Modeling Human T Cell Acute Lymphoblastic Leukemia In Vitro and In Vivo with LMO2.

Abstract 3648

The studies identifying gene translocations and mutations in T-ALL cell lines and/or in patients have contributed significantly to the understanding of the genetic abnormalities involved in T-ALL. However, studies on the biology of these genes, the targeted cells, the sequence and the number of hits required to convert a primary human hematopoietic stem cell (HSC)/progenitor cell into a fully transformed leukemic cell require good experimental models of human T cell development both in vivo and in vitro. The only in vivo model of human T cell leukemogenesis came unexpectedly from the gene therapy trial on patients with X-linked severe combined immunodeficiency (SCID-X1). Three to five years after gene therapy, 4 out of 10 patients in the trial developed clonal T-ALL. In these patients, retroviral integrations were found in proximity to the LMO2 promoter in the malignant clones, leading to aberrant expression of the oncogene. However, little is known on the effect of LMO2 overexpression in human cells and how it facilitates the development of T-ALL.

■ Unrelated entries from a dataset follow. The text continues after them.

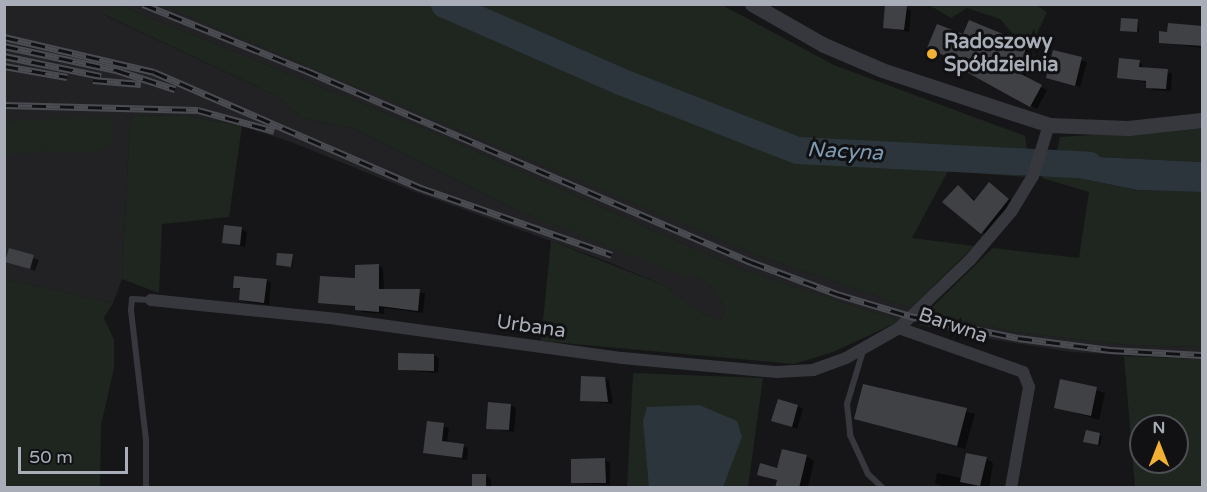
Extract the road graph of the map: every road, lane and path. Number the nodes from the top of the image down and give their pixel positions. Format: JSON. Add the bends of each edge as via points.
{"nodes":[{"id":1,"x":758,"y":6,"type":"edge"},
{"id":2,"x":1203,"y":120,"type":"edge"},
{"id":3,"x":1049,"y":125,"type":"junction"},
{"id":4,"x":151,"y":300,"type":"joint"},
{"id":5,"x":899,"y":328,"type":"junction"},
{"id":6,"x":864,"y":348,"type":"junction"},
{"id":7,"x":146,"y":488,"type":"edge"},
{"id":8,"x":883,"y":488,"type":"edge"},
{"id":9,"x":1011,"y":488,"type":"edge"}],
"edges":[{"from":1,"to":3,"type":"street","via":[[824,45],[882,70]]},
{"from":2,"to":3,"type":"street","via":[[1128,128]]},
{"from":3,"to":5,"type":"street","name":"Barwna","via":[[1032,176],[1011,212],[970,260]]},
{"from":4,"to":6,"type":"street","name":"Urbana","via":[[337,319],[622,358],[777,372],[813,370]]},
{"from":4,"to":7,"type":"lane","via":[[132,299],[131,310],[144,419]]},
{"from":5,"to":6,"type":"street","name":"Urbana"},
{"from":5,"to":9,"type":"street","name":"Barwna","via":[[1023,372],[1029,387]]},
{"from":6,"to":8,"type":"lane","via":[[847,404],[850,435],[868,474]]}]}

We have developed in vivo and in vitro models to study the role of T cell oncogenes in human cells. Using the OP9-DL1 co-culture system to differentiate human HSC into mature T cells in vitro, we culture human HSC transduced with lentiviruses expressing LMO2. LMO2 overexpressing cells are blocked at the double negative stage (CD4-CD8-) of differentiation when co-cultured on OP9-Delta-Like1 stroma and proliferate 50 to 100 times more than control cells. However, these cells are not immortalized and cultures lasted approximately 80 days. LMO2 overexpression have no effect on myeloid differentiation in vitro.

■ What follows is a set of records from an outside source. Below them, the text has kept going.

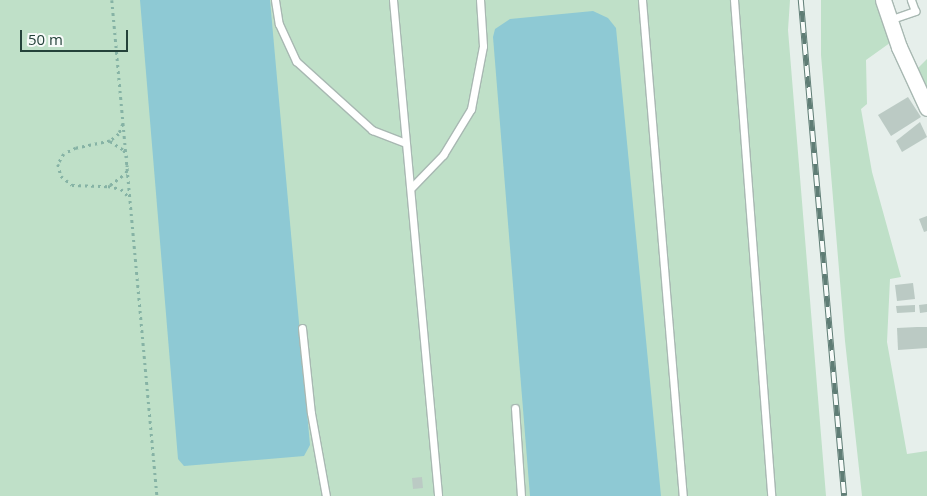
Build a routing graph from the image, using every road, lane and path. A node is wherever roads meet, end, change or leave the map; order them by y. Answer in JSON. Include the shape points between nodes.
{"nodes":[{"id":1,"x":112,"y":0,"type":"edge"},
{"id":2,"x":275,"y":0,"type":"edge"},
{"id":3,"x":393,"y":0,"type":"edge"},
{"id":4,"x":480,"y":0,"type":"edge"},
{"id":5,"x":642,"y":0,"type":"edge"},
{"id":6,"x":734,"y":0,"type":"edge"},
{"id":7,"x":883,"y":0,"type":"edge"},
{"id":8,"x":911,"y":0,"type":"edge"},
{"id":9,"x":889,"y":20,"type":"junction"},
{"id":10,"x":927,"y":108,"type":"edge"},
{"id":11,"x":124,"y":124,"type":"junction"},
{"id":12,"x":110,"y":141,"type":"junction"},
{"id":13,"x":404,"y":142,"type":"junction"},
{"id":14,"x":128,"y":160,"type":"junction"},
{"id":15,"x":108,"y":186,"type":"junction"},
{"id":16,"x":412,"y":187,"type":"junction"},
{"id":17,"x":130,"y":198,"type":"junction"},
{"id":18,"x":302,"y":328,"type":"dead end"},
{"id":19,"x":515,"y":408,"type":"dead end"},
{"id":20,"x":158,"y":496,"type":"edge"},
{"id":21,"x":326,"y":496,"type":"edge"},
{"id":22,"x":438,"y":496,"type":"edge"},
{"id":23,"x":522,"y":496,"type":"edge"},
{"id":24,"x":684,"y":496,"type":"edge"},
{"id":25,"x":771,"y":496,"type":"edge"}],
"edges":[{"from":1,"to":11,"type":"path"},
{"from":2,"to":13,"type":"lane","via":[[279,24],[296,62],[372,130]]},
{"from":3,"to":13,"type":"lane"},
{"from":4,"to":16,"type":"lane","via":[[484,46],[471,109],[443,155]]},
{"from":5,"to":24,"type":"lane"},
{"from":6,"to":25,"type":"lane"},
{"from":7,"to":9,"type":"main road"},
{"from":8,"to":9,"type":"lane","via":[[915,12]]},
{"from":9,"to":10,"type":"main road"},
{"from":11,"to":12,"type":"path"},
{"from":11,"to":14,"type":"path"},
{"from":12,"to":14,"type":"path","via":[[124,150]]},
{"from":12,"to":15,"type":"path","via":[[76,148],[64,154],[58,164],[61,176],[72,185]]},
{"from":13,"to":16,"type":"lane"},
{"from":14,"to":15,"type":"path","via":[[126,173],[118,182]]},
{"from":14,"to":17,"type":"path"},
{"from":15,"to":17,"type":"path","via":[[121,189]]},
{"from":16,"to":22,"type":"lane"},
{"from":17,"to":20,"type":"path"},
{"from":18,"to":21,"type":"lane","via":[[311,413]]},
{"from":19,"to":23,"type":"lane"}]}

In vivo, LMO2 transduced human HSC/progenitor cells engraft the bone marrow of immunodeficient mice to levels comparable to control cells, while normal myeloid and B cell populations 20–24 weeks post-transplantation. LMO2 transduced cells have an increased capacity to generate T cells in the thymus in comparison to control cells (42% engraftment vs 8%, p<0.0001). Surprisingly, thymic and peripheral LMO2 cells are not blocked in their differentiation. LMO2 cells did not engraft secondary mice, confirming that LMO2 doesn't induce self-renewal of human HSC. However, the increase in thymic repopulation by LMO2 cells and the lack of differentiation block in vivo suggest that LMO2 overexpression generates an abnormal T cell population with an increase repopulation advantage (increase proliferation or decrease apoptosis) in the thymus which becomes the substrate for additional genetic/epigenetic events.

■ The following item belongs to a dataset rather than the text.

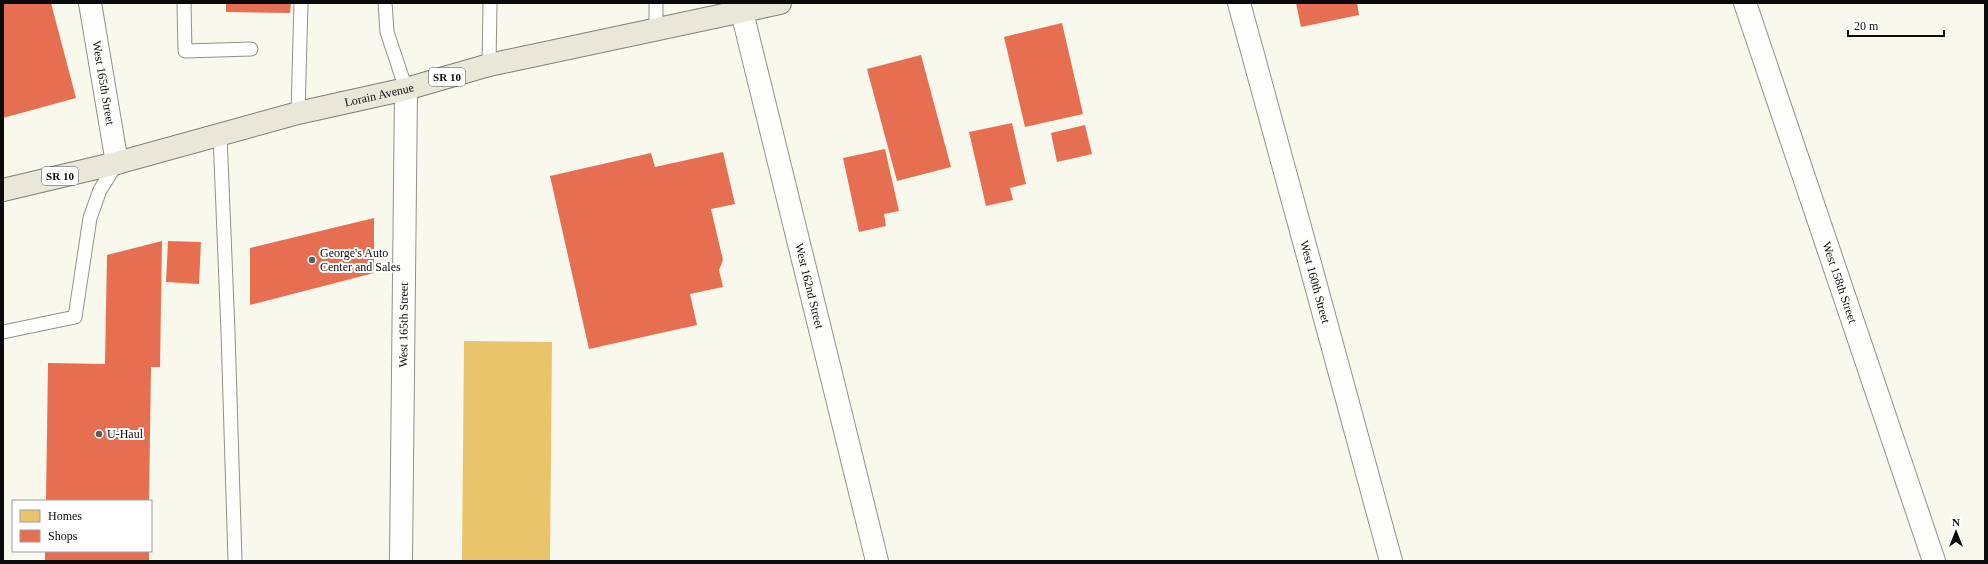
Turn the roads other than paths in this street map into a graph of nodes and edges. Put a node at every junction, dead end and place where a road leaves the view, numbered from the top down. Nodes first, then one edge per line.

To test this hypothesis, we tried to immortalize LMO2 cells in vitro with secondary hits. Our preliminary results show that insertional mutagenesis can immortalized LMO2 cells in vitro. However these cells are not able to engraft immunodeficient mice or generate leukemia in vivo. The addition of intracellular NOTCH to one immortalized LMO2 cell line allows these cells to engraft and generate human T-ALL in vivo.

Globally, these results show that T cell oncogenes can be studied in primary human hematopoietic cells both in vitro and in vivo. Also, at least three hits are required to transform a human primary HSC/progenitor cell into a leukemic cell able to engraft and generate leukemia in vivo. It also suggests that a non-engrafting cell can be turned into a leukemic cell generating leukemia in vivo, implying that a cell can regain self-renewing properties.